- Production still of Marjorie Corbett and Gerald Fielding in The Price of a Song
- Directed by: Michael Powell
- Written by: Michael Barringer
- Story by: Anthony Gittins
- Produced by: Michael Powell
- Starring: Campbell Gullan Marjorie Corbett Gerald Fielding
- Cinematography: James Wilson
- Distributed by: Fox British
- Release date: 7 October 1935 (UK);
- Running time: 67 minutes
- Country: United Kingdom
- Language: English

= The Price of a Song =

1935 film

The Price of a Song is a lost 1935 British crime film, directed by Michael Powell and starring Campbell Gullan, Marjorie Corbett and Gerald Fielding. It was written by Michael Barringer from a story by Anthony Gittins and is one of 23 quota quickies Powell directed between 1931 and 1936.

== Preservation status ==
The British Film Institute has classed The Price of a Song as a lost film, included in its "75 Most Wanted" list. The BFI National Archive holds a collection of ephemera and stills but no film or video materials.

==Plot==
Impecunious bookmaker's clerk Arnold Grierson, seeing a way to easy money, forces his daughter Margaret to marry wealthy but obnoxious songwriter Nevern, ignoring her romance with local newspaper editor Michael Hardwick. Soon after the wedding, Grierson requests the loan of a significant sum of money from Nevern and is furious and humiliated to be flatly turned down. He begins to make elaborate plans to murder Nevern on the assumption that Margaret will then inherit her husband's estate. Meanwhile, the desperately unhappy Margaret has rekindled her relationship with Hardwick. Nevern finds them in a café together and causes a public scene. Margaret determines that her only course of action is to divorce Nevern, a prospect which horrifies her father.

Nevern is in the process of composing a new song, and lodges a draft manuscript with his publisher. Making sure he has set up a foolproof alibi, Grierson goes to Nevern's house and kills him as he is finalising his new composition. As he leaves through one door, Hardwick, intending to ask Nevern to divorce Margaret, arrives through another. Hardwick finds the body and alerts the police, who in the circumstances do not believe his story and arrest him on suspicion of murder.

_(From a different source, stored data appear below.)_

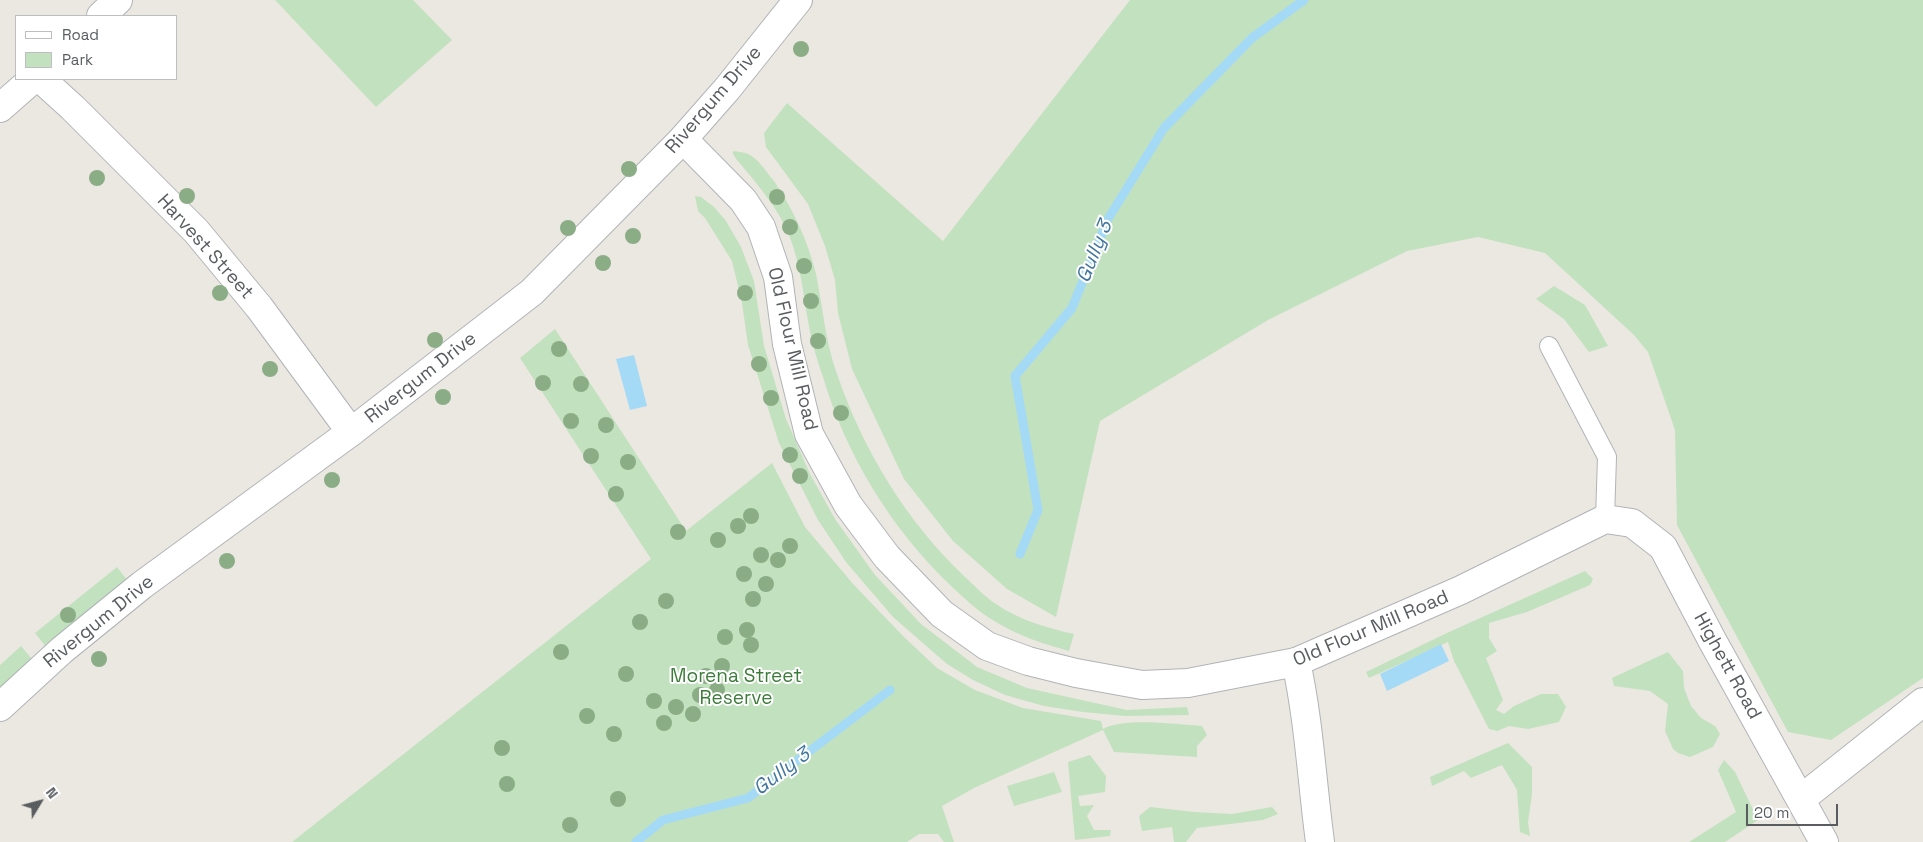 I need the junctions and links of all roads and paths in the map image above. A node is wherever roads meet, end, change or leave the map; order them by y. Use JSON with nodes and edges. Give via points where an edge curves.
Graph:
{"nodes":[{"id":1,"x":118,"y":0,"type":"edge"},
{"id":2,"x":798,"y":0,"type":"edge"},
{"id":3,"x":102,"y":15,"type":"edge"},
{"id":4,"x":33,"y":80,"type":"edge"},
{"id":5,"x":42,"y":80,"type":"edge"},
{"id":6,"x":0,"y":108,"type":"edge"},
{"id":7,"x":683,"y":139,"type":"junction"},
{"id":8,"x":1549,"y":346,"type":"dead end"},
{"id":9,"x":351,"y":432,"type":"junction"},
{"id":10,"x":1605,"y":519,"type":"junction"},
{"id":11,"x":1296,"y":662,"type":"junction"},
{"id":12,"x":1923,"y":702,"type":"edge"},
{"id":13,"x":0,"y":707,"type":"edge"},
{"id":14,"x":1801,"y":799,"type":"junction"},
{"id":15,"x":1320,"y":842,"type":"edge"},
{"id":16,"x":1824,"y":842,"type":"edge"}],
"edges":[{"from":1,"to":3,"type":"street"},
{"from":2,"to":7,"type":"street","name":"Rivergum Drive","via":[[727,90]]},
{"from":4,"to":6,"type":"street"},
{"from":5,"to":9,"type":"street","name":"Harvest Street","via":[[196,231],[259,308]]},
{"from":7,"to":9,"type":"street","name":"Rivergum Drive","via":[[532,292]]},
{"from":7,"to":11,"type":"street","name":"Old Flour Mill Road","via":[[743,200],[761,227],[778,277],[787,344],[809,434],[818,451],[848,505],[887,557],[942,614],[986,646],[1076,673],[1142,685],[1188,683]]},
{"from":8,"to":10,"type":"lane","via":[[1606,457]]},
{"from":9,"to":13,"type":"street","name":"Rivergum Drive","via":[[142,585],[62,650]]},
{"from":10,"to":11,"type":"street","name":"Old Flour Mill Road","via":[[1461,590]]},
{"from":10,"to":14,"type":"street","name":"Highett Road","via":[[1632,523],[1662,547]]},
{"from":11,"to":15,"type":"street","via":[[1304,696]]},
{"from":12,"to":14,"type":"street"},
{"from":14,"to":16,"type":"street","name":"Highett Road"}]}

The interested parties later gather at Nevern's home to hear the reading of the will. Margaret is declared the sole inheritor of all her husband's money and assets, to the delight of her father. He is so happy that he begins to whistle, and gives himself away because it is Nevern's finished composition, which he could only have heard by being in the house on the night of the murder.

==Critical reception==
Kine Weekly wrote: "The skeleton plot of this crime drama has ingenuity, but unfortunately neither the cast nor the producer exercises the imagination necessary to get the best out of it. There are a number of neat twists, but slow, clumsy development kills much of the theme's inherent cleverness. Although popular entertainment is to be found in the picture, its quality is such that it is unable to rise above the second feature category. Moderate supporting feature for the masses."

The Daily Film Renter wrote: "Drama of murder in small seaside town. Events and motives leading to killing are interestingly explored through well-varied and maintained characterisations. Provincial town atmosphere is convincingly suggested, with realistic domestic interiors. Story somewhat involved, with occasional side issues that have little bearing on theme, but intrinsic merit of main idea should hold audiences. Useful, sincerely narrated second feature."

Picture Show wrote, "Campbell Gullan as the murderer is good. Gerald Fielding as the journalist plays the part with confidence, and Marjorie Corbett as the daughter of the murderer gives an attractive performance. Entertaining."

Picturegoer wrote: "Something could have been made of the plot in this picture, for it has ingenuity of idea, but neither the treatment nor the acting get the best out of it. ... Acting is weak and the suspense is spoiled by rather clumsy production."